Aside from that, Perdana Petroleum (Perdana) is expected to break even next year.

RHB Investment noted that 63.7 per cent-owned Perdana’s vessel utilisation rate was at 47 per cent in 1H22.

As such, it expected this to improve in 2H22 and 2023.

“The full-year utilisation rate is targeted at high more than 50 per cent (FY21: 49 per cent) levels. Most vessels are on spot charters, and daily charter rates are improving.

“Management expects overall OSV demand to pick up, driven by stronger demand for drilling, plug & abandonment (P&A), and underwater services.

“Over half of Perdana’s vessels will be chartered internally to Dayang to execute its in-house projects.

“We think Perdana will see minimal losses in FY22 (FY21 core loss: RM79 million) and deliver a small profit in FY23,” it added.

The Project Safina could also drive fleet rejuvenation.

“With an average fleet age of 12 years, Dayang is looking to kick-start its fleet renewal programme this year.

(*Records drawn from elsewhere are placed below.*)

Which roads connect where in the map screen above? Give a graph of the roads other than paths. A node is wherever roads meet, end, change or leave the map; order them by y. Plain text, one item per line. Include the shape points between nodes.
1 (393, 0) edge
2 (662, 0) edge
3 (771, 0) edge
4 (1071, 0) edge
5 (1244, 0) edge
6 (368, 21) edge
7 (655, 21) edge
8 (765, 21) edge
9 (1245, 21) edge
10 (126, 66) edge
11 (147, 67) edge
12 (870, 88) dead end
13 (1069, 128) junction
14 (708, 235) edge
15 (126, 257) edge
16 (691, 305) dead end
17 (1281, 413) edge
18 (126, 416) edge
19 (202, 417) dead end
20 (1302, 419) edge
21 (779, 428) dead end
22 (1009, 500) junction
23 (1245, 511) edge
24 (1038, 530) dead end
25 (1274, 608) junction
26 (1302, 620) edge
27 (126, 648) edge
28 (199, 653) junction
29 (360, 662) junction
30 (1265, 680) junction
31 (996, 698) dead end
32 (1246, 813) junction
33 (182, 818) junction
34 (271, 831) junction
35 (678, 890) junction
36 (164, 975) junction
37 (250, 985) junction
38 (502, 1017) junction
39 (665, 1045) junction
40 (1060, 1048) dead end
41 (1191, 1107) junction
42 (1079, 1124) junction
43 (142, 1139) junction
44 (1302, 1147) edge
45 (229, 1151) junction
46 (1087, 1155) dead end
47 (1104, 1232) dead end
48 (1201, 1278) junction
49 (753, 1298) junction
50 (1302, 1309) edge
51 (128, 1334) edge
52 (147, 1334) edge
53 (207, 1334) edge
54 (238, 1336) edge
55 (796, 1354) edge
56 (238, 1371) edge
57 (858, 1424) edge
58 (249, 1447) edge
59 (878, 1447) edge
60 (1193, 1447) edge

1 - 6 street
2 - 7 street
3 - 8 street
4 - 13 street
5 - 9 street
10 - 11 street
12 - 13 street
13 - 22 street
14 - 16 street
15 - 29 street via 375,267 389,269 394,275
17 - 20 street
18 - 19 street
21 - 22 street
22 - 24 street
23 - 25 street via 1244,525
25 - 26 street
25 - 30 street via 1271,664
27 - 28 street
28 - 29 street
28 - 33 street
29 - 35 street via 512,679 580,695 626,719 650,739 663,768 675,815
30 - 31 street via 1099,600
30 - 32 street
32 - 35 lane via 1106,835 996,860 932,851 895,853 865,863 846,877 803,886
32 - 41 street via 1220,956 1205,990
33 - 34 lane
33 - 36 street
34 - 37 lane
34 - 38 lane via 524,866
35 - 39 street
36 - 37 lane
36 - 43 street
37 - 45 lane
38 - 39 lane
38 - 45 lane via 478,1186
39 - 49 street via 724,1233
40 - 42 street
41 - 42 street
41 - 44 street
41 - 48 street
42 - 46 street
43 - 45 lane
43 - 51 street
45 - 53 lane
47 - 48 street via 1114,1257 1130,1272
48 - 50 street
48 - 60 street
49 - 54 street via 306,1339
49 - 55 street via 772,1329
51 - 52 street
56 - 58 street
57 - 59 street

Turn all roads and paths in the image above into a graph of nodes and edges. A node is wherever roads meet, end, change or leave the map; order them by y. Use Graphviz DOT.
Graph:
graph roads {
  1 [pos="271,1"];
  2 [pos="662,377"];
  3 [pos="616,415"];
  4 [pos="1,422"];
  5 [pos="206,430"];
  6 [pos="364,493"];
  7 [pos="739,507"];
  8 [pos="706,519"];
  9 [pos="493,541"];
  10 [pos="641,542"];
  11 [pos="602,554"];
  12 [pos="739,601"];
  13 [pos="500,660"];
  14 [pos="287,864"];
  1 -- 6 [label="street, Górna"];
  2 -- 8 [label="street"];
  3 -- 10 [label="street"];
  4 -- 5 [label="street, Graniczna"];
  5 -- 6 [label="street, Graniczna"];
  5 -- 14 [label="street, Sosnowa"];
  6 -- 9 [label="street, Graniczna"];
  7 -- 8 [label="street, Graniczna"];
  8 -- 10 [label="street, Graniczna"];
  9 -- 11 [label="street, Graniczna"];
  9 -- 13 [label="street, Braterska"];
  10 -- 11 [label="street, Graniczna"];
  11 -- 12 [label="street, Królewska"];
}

It participated in Petronas’ Safina project, involving 16 OSV new-build charter contracts.

“We believe it stands a good chance of winning the project, and is capable of growing its fleet by least two to four vessels, as its net gearing was at 0.08-folds as of 4Q21,” RHB Investment.

As of end-2Q22, Dayang’s orderbook stood at RM1.7 billion, of which Petronas’ MCM and integrated HUC (i-HUC) contracts contributed circa 76 per cent.

“With higher spending from Petronas and other clients, we expect i-HUC and MCM work orders to ramp up.

“These contracts are due for renewal in FY23, and we see a potential replenishment of circa RM3.5 billion, aside from current tenders worth RM500 million.

“Management guided that manpower working permits have been largely resolved, with most workers under six-month permits,” it said.

Overall, RHB Investment initiated its coverage on Dayang with a ‘buy’ recommendation.